**Exercise aim**
The expected response is a copy of every line in the entries below that includes the word "sans".

**Source data**
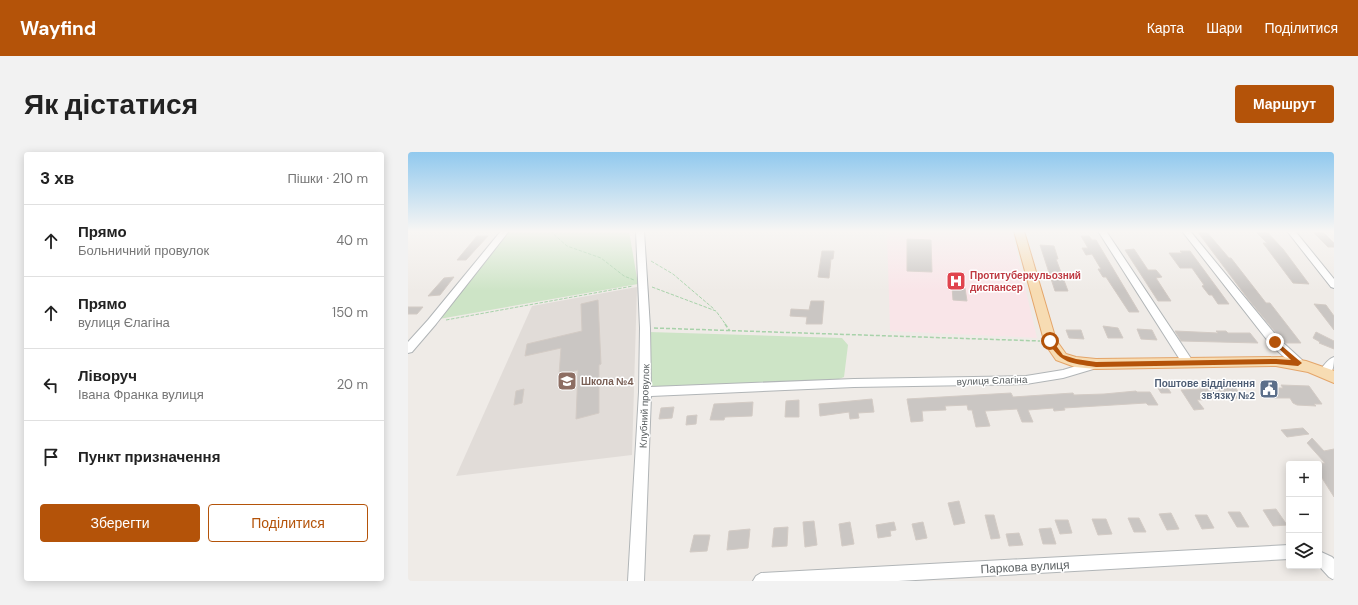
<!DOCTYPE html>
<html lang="uk">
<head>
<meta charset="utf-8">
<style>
  :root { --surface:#fff; --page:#f2f2f2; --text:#222; --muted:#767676; --line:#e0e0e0; --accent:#b45309 }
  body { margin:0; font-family:"DM Sans",sans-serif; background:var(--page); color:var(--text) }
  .controls { position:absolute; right:12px; bottom:12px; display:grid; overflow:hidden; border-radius:4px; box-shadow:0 2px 10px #0003 }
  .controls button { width:36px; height:36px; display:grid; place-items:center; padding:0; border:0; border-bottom:1px solid var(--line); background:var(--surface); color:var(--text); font:20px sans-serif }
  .stop { position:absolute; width:12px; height:12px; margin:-9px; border:3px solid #b45309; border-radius:50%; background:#fff }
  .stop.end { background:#b45309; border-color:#fff; box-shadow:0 1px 4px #0008 }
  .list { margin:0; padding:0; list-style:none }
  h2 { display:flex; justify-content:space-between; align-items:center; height:52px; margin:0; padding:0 16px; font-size:17px }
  h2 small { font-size:13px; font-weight:400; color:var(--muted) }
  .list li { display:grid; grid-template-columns:26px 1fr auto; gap:12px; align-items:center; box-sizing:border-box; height:72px; padding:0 16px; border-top:1px solid var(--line) }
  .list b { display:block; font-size:15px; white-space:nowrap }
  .list p { margin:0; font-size:13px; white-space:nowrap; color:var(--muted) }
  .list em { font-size:13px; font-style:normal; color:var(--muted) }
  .actions { display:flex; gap:8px; padding:12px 16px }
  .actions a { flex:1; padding:9px 0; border:1px solid var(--accent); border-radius:4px; text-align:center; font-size:14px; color:var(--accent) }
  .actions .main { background:var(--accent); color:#fff }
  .icon { flex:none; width:22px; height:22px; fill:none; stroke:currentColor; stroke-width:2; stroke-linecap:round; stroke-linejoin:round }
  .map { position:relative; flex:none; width:926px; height:429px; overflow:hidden; border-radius:4px }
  header { display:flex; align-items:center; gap:24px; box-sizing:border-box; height:56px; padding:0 20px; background:var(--accent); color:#fff }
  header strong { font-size:19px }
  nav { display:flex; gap:22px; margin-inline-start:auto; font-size:14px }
  .intro { display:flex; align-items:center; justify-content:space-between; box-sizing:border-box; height:96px; padding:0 24px }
  h1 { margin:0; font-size:28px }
  .button { padding:10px 18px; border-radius:4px; background:var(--accent); color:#fff; font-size:14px; font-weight:700 }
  main { display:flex; gap:24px; padding:0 24px }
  aside { flex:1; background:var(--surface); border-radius:4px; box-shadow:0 2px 10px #0003 }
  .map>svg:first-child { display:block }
</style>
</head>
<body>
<header>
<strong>Wayfind</strong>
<nav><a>Карта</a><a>Шари</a><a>Поділитися</a></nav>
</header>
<div class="intro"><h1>Як дістатися</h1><a class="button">Маршрут</a></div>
<main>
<aside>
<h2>3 хв<small>Пішки · 210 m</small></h2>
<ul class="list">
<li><svg class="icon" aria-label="ahead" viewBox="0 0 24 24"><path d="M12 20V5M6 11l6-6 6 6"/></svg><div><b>Прямо</b><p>Больничний провулок</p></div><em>40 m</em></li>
<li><svg class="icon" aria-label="ahead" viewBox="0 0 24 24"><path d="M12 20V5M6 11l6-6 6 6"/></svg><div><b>Прямо</b><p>вулиця Єлагіна</p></div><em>150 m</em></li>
<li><svg class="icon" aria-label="left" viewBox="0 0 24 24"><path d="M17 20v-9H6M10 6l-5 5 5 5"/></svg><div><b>Ліворуч</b><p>Івана Франка вулиця</p></div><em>20 m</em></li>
<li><svg class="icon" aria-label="arrive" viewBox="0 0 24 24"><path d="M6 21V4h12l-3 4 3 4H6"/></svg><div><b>Пункт призначення</b></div></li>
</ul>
<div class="actions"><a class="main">Зберегти</a><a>Поділитися</a></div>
</aside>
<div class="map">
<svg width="926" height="429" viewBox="0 0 926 429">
  <rect width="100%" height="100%" fill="#efebe7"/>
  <path fill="#e1dcd8" d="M229,135L224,303L48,324L124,154Z"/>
  <path fill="#f9e5e8" d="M479,79H604L629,186L482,179Z"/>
  <path fill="#cde4c6" d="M100,79H221L230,132L31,167Z
    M241,180L434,186L440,193L436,225L426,229L242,237Z"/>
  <path fill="#cac6c3" stroke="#d3cbc5" d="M789,79H798L821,106H823L858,151H862L893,191H878L873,187L840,147Z
    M847,79H858L875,97L901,132L885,131L855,91H859Z
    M904,79H914L926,91V95H920Z
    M69,84H80L58,108H49Z
    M673,84H681L684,88H688L731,160H721L698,125H695L690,117H693L684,102L678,103L674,96H680Z
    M499,87L523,88L524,120L499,119Z
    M632,93L646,94L650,107H648L660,139H647Z
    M726,97L740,118H748L754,125L748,126L763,149H750L717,98Z
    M414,99H426L425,107H423L421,126L410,125Z
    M772,99H782L821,152H810L804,143H801L794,134L796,133L784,116H772L761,101H774Z
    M46,125L32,143L20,144L36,126Z
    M544,135L557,136L559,149L545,148Z
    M190,148L193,212L191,213V261L168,267L170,218L151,223L153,196L117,204L119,192L174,179L173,152Z
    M403,149H416L414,172H398L399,165L382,164L383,157L401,158Z
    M906,152L918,153L926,164V178Z
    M0,155H15L9,162H0Z
    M695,174L710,176L715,186H700Z
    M729,177L744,178L749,188L733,187Z
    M658,178H673L676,187L661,186Z
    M767,179L810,181L808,179H818L820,181H842L850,191L773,189Z
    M908,180L926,189V197L911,191L912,190L905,186Z
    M748,233H758L763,241H753Z
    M873,233L901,234L914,252H906L908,254L889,253L885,251L882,246H862L855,236H875Z
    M802,234L803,236L827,235L835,246L789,248L796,257L786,258L773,238L793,237L792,235Z
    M116,237L114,251L106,253L108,239Z
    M728,239L729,240H742L750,253H740L738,251L656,256L657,258L646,259L645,256L620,258L625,270H614L609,257L577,259L582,274L568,275L564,258H560L559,253L537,254L538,258L514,259L515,269L503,270L499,247L603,241L605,245L665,241L666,243L696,242Z
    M464,247L466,260L450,261L451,266L442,267L441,260L412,264L411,252Z
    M391,248V265H377L378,249Z
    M345,250L344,264L317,265L316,268H302L306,252Z
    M266,255L264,266L251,267L253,256Z
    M289,263L288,272L278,273L279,264Z
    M895,276L901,282L879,285L873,278Z
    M904,286L916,299L926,297V345L914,326H911V311H917L899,291Z
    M551,349L557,371L546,373L540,351Z
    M868,357L879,373L865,374L855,358Z
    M820,360H832L841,375H829Z
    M763,361L771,377L759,378L751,362Z
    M577,363H586L592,386L583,387Z
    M787,363H799L806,376L794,377Z
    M720,366H731L738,380H726Z
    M684,367H698L704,382L690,383Z
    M647,368H660L664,381L652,382Z
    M406,369L409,393L397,395L395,370Z
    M442,370L446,392L434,394L431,372Z
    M486,370L488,378L482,379L483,384L470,386L468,373Z
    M515,370L519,386L508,388L504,372Z
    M380,375L379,394L364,395L366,376Z
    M643,376L648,392H635L631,377Z
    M342,377L340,396L319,398L321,379Z
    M611,381L615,393L601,394L598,382Z
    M286,383H302L299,399L282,400Z"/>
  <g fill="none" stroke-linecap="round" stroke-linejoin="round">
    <defs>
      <path id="minor" d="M93,79H101L28,172L4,200L0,201V190L20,168Z
        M228,79H236L242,176L243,235L446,227L618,224L655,218L688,208L692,209L693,212L692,215L655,226L618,232L446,235L243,244L236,429H220L231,240L232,176Z
        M690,79H698L784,208L785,211L784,214H776Z
        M774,79H782L871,187L894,208L895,211L894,214H886L863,193Z
        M879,79H887L926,127V136L923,135Z
        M926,205C926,214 925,227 913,223L911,220C915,214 920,207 926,205Z
        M881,393V407L490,429H345L348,424L353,421Z
        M911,399L924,405L926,407V428L921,425L911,414Z"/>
      <path id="major" d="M606,79H616L648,188L658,202L668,205L688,207L875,205L898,209L924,218L926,219V231L900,220L868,214L688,217L667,215L648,208L637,192Z"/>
    </defs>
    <use href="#minor" stroke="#b1b5b7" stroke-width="2"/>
    <use href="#major" stroke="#e4a56a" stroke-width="2"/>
    <path stroke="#a8d2aa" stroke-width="1" stroke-dasharray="3.5 1.5" stroke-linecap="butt" d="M142,79L159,94L193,106L216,124L226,128
      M243,109L265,122L306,157
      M244,135L308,159L318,173
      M38,168L225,134"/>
    <path stroke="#a8d2aa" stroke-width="1.5" stroke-dasharray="4 2" stroke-linecap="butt" d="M317,172L322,179
      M246,176L632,189"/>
    <use href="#minor" fill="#fff" fill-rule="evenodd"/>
    <use href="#major" fill="#f7dcb3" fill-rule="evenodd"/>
  </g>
  <linearGradient id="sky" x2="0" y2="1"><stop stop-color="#91c9ee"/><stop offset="0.57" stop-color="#f8f6f4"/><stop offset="1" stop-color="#f8f6f4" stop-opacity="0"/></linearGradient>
  <rect width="926" height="139" fill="url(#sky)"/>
  <path fill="#b45309" d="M642,187L644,188L655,203L668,207L688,210L868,207L883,208L865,191L864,190L867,188L894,211L890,214L868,212L688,215C662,211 654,212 639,189Z"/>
  <defs>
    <symbol id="hospital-square" viewBox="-11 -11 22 22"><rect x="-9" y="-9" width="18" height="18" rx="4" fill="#e0444e" stroke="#fff"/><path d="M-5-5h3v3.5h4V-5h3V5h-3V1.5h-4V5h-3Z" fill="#fff"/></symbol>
    <symbol id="school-square" viewBox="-11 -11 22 22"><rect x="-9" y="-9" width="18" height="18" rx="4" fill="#8d6e63" stroke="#fff"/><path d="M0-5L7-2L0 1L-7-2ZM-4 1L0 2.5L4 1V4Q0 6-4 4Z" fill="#fff"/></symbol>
    <symbol id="civic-square" viewBox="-11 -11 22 22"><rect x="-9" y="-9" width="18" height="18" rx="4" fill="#5c6f8a" stroke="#fff"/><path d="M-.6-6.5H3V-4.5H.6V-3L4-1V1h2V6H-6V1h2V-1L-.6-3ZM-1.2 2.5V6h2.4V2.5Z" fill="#fff"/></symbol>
  </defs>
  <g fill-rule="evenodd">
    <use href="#hospital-square" x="537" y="118" width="22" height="22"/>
    <use href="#school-square" x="148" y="218" width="22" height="22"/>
    <use href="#civic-square" x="850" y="226" width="22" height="22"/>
  </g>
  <g text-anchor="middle" stroke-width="3" stroke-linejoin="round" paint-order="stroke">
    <g font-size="10" font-weight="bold" fill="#be3a42" stroke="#fff" text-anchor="start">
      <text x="562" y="127">Протитуберкульозний<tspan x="562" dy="12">диспансер</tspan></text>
    </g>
    <g font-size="10" fill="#5e6365" stroke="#fff">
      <text transform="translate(584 228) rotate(-2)" y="4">вулиця Єлагіна</text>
      <text transform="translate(236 254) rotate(-88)" y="4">Клубний провулок</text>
    </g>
    <g font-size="10" font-weight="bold" fill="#785e54" stroke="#fff" text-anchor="start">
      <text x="173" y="233">Школа №4</text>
    </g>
    <g font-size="10" font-weight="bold" fill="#4e5e75" stroke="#fff" text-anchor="end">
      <text x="847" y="235">Поштове відділення<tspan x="847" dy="12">зв'язку №2</tspan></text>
    </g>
    <g font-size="12" fill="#5e6365" stroke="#fff">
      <text transform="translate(617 415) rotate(-3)" y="4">Паркова вулиця</text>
    </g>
  </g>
</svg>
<div class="controls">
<button>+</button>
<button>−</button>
<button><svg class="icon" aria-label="layers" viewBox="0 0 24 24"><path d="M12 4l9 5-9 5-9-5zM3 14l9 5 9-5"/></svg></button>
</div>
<div class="stop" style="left:642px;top:189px"></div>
<div class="stop end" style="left:867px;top:190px"></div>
</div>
</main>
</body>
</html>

**Written answer**
  body { margin:0; font-family:"DM Sans",sans-serif; background:var(--page); color:var(--text) }
  .controls button { width:36px; height:36px; display:grid; place-items:center; padding:0; border:0; border-bottom:1px solid var(--line); background:var(--surface); color:var(--text); font:20px sans-serif }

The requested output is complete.